> Task statement: Anywhere the string "road" shows up in the listing below, copy the line it is in.

> Listed entries:
⁂
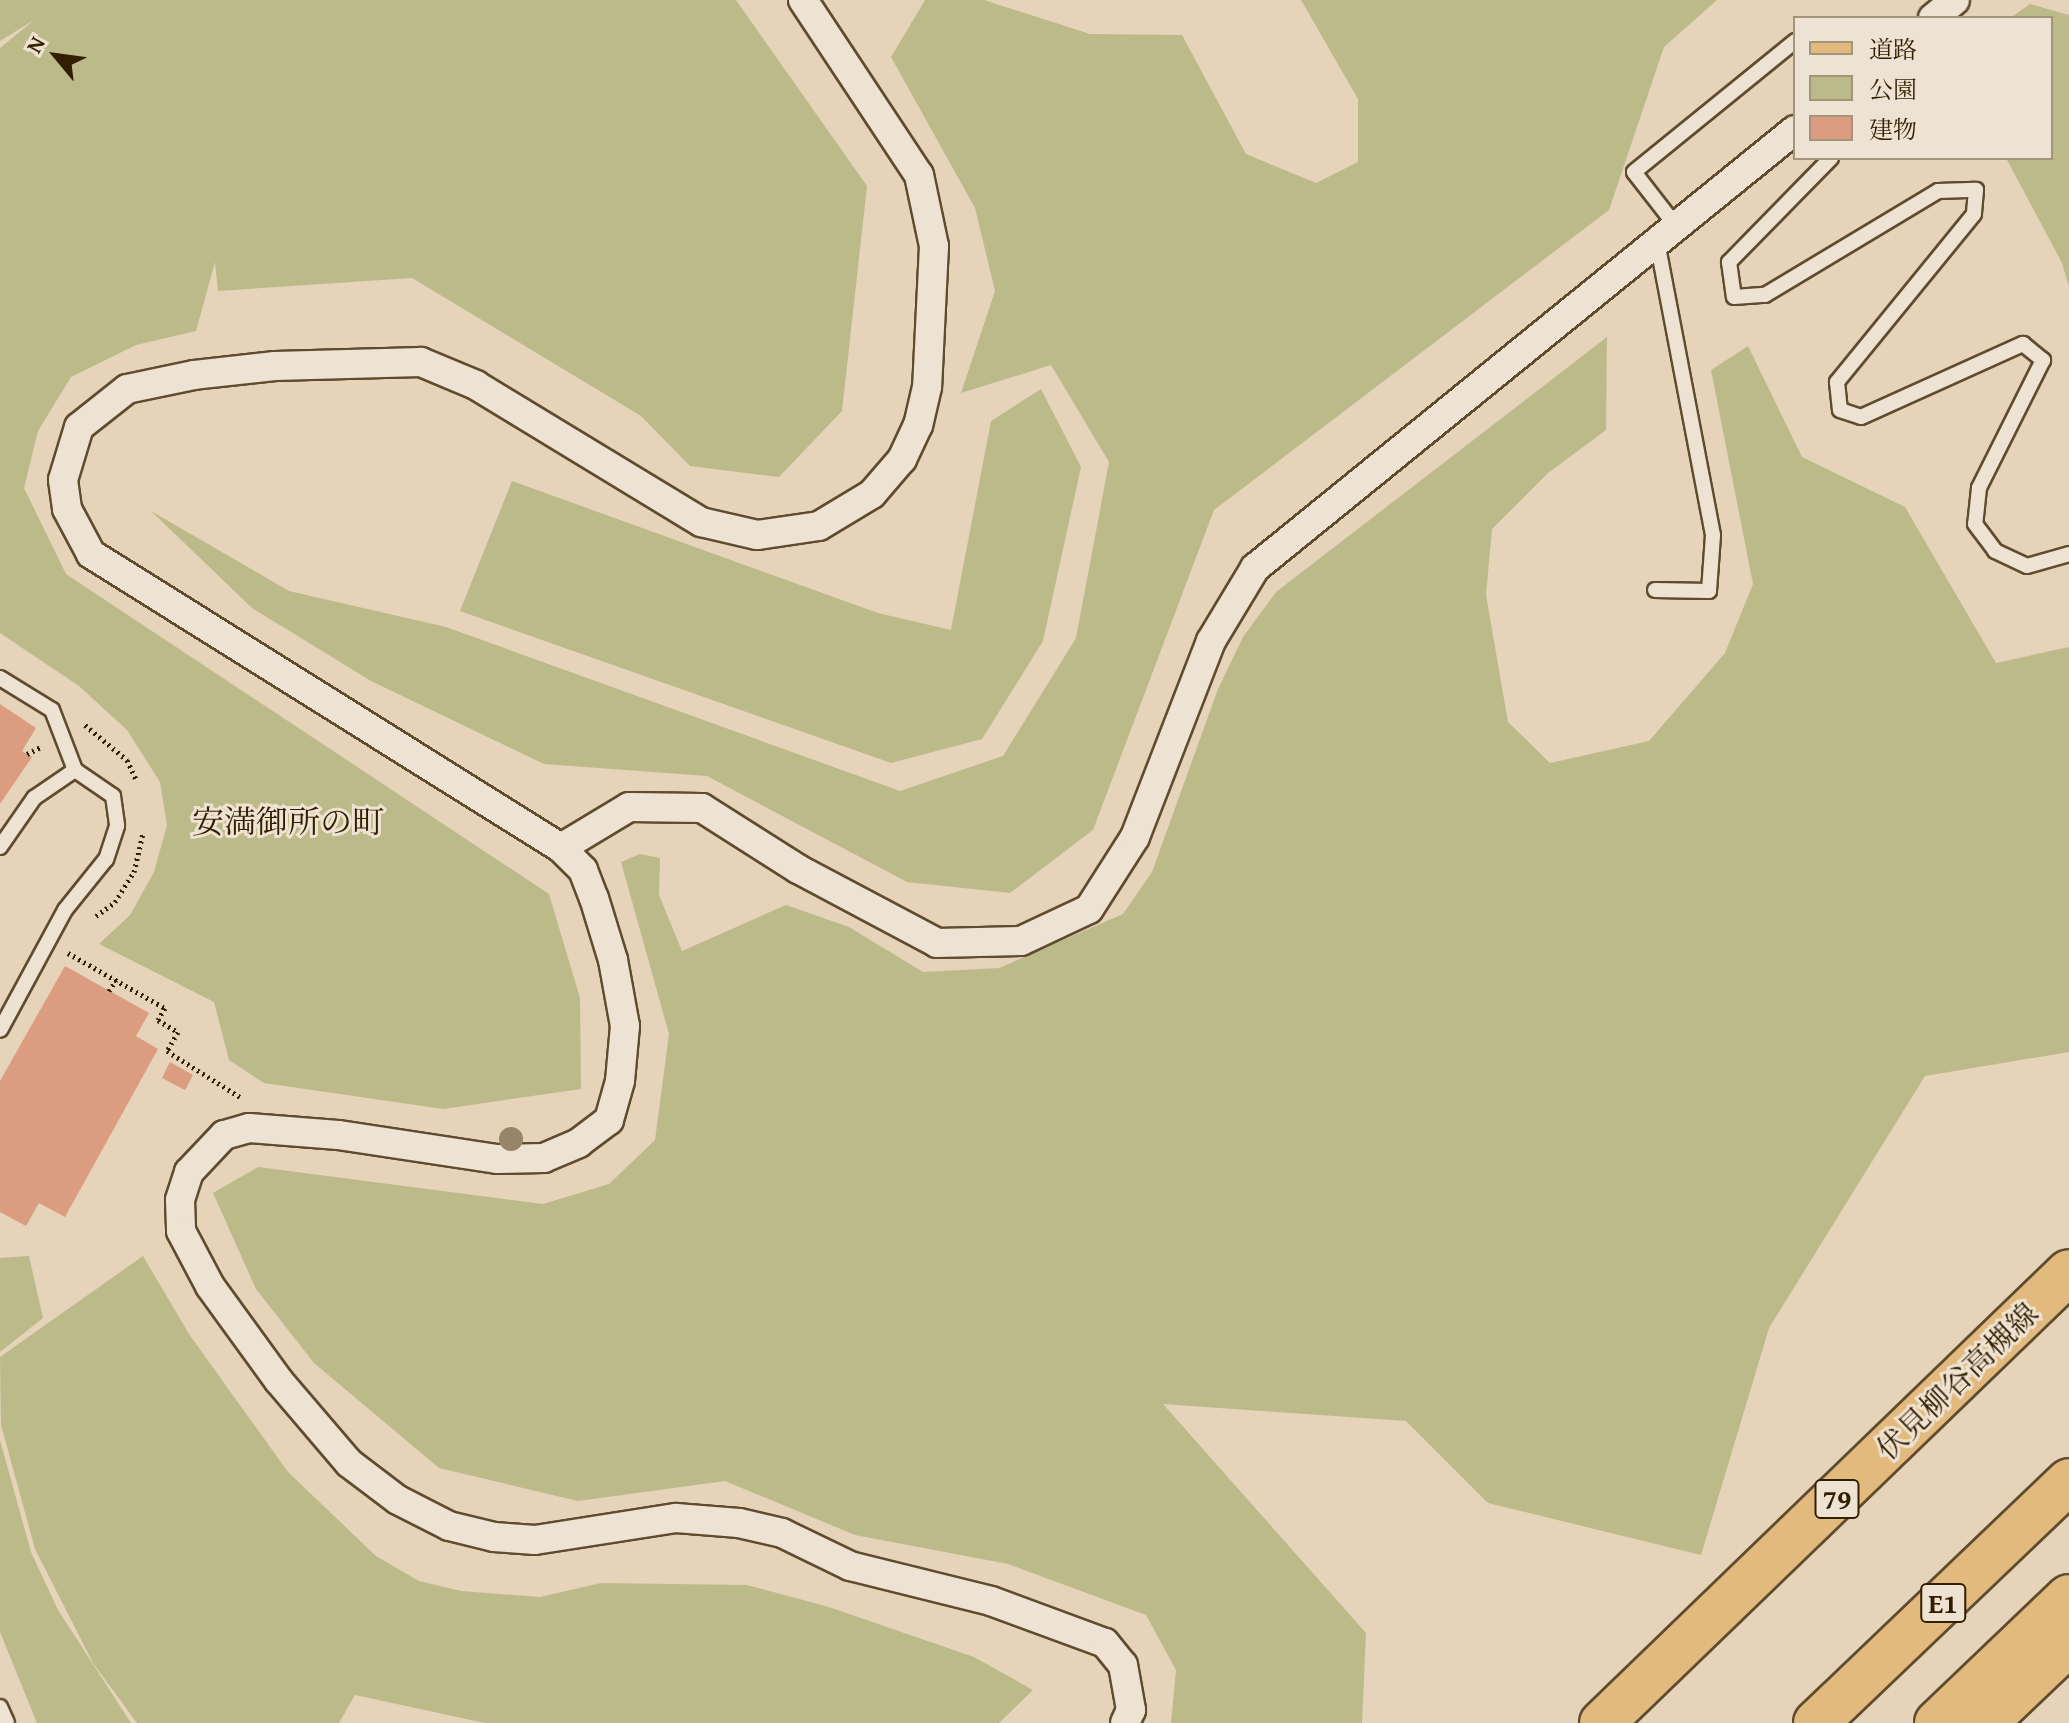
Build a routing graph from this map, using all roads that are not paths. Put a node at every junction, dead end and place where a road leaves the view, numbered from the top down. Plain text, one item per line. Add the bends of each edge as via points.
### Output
1 (803, 0) edge
2 (1793, 43) edge
3 (1793, 132) edge
4 (1829, 160) edge
5 (1667, 234) junction
6 (2069, 554) edge
7 (1655, 590) dead end
8 (0, 678) edge
9 (75, 770) junction
10 (0, 847) edge
11 (561, 848) junction
12 (0, 1030) edge
13 (2069, 1272) edge
14 (2069, 1481) edge
15 (2069, 1597) edge
16 (2069, 1643) edge
17 (0, 1707) edge
18 (7, 1723) edge
19 (1125, 1723) edge
20 (1602, 1723) edge
21 (1816, 1723) edge
22 (1937, 1723) edge
23 (1985, 1723) edge

1 - 11 street via 902,145 919,175 929,209 934,246 927,387 902,459 872,494 819,526 757,535 701,522 476,385 421,362 275,366 127,389 79,427 68,451 63,480 67,509 91,554 108,568
2 - 5 lane via 1634,172
3 - 5 street
4 - 6 lane via 1729,262 1734,297 1765,295 1938,191 1976,190 1974,214 1837,382 1840,410 1861,417 2023,344 2043,360 1979,488 1975,524 1995,551 2027,566
5 - 7 lane via 1713,535 1709,591
5 - 11 street via 1255,568 1211,641 1135,837 1089,909 1021,941 937,943 798,869 702,808 629,807
8 - 9 lane via 52,710
9 - 10 lane via 34,798
9 - 12 lane via 113,796 117,826 106,859 65,910
11 - 19 street via 583,870 613,960 625,1026 620,1081 609,1120 579,1143 544,1158 497,1159 274,1129 224,1135 189,1172 180,1200 181,1231 210,1286 279,1381 349,1463 398,1500 449,1526 535,1540 676,1518 782,1533 850,1566 991,1601 1068,1625 1105,1643 1123,1665 1131,1710
13 - 20 main road, 伏見柳谷高槻線 / 79
14 - 21 main road, E1
15 - 22 main road
16 - 23 main road
17 - 18 lane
⁂
> Result for this exercise:
Build a routing graph from this map, using all roads that are not paths. Put a node at every junction, dead end and place where a road leaves the view, numbered from the top down. Plain text, one item per line. Add the bends of each edge as via points.
13 - 20 main road, 伏見柳谷高槻線 / 79
14 - 21 main road, E1
15 - 22 main road
16 - 23 main road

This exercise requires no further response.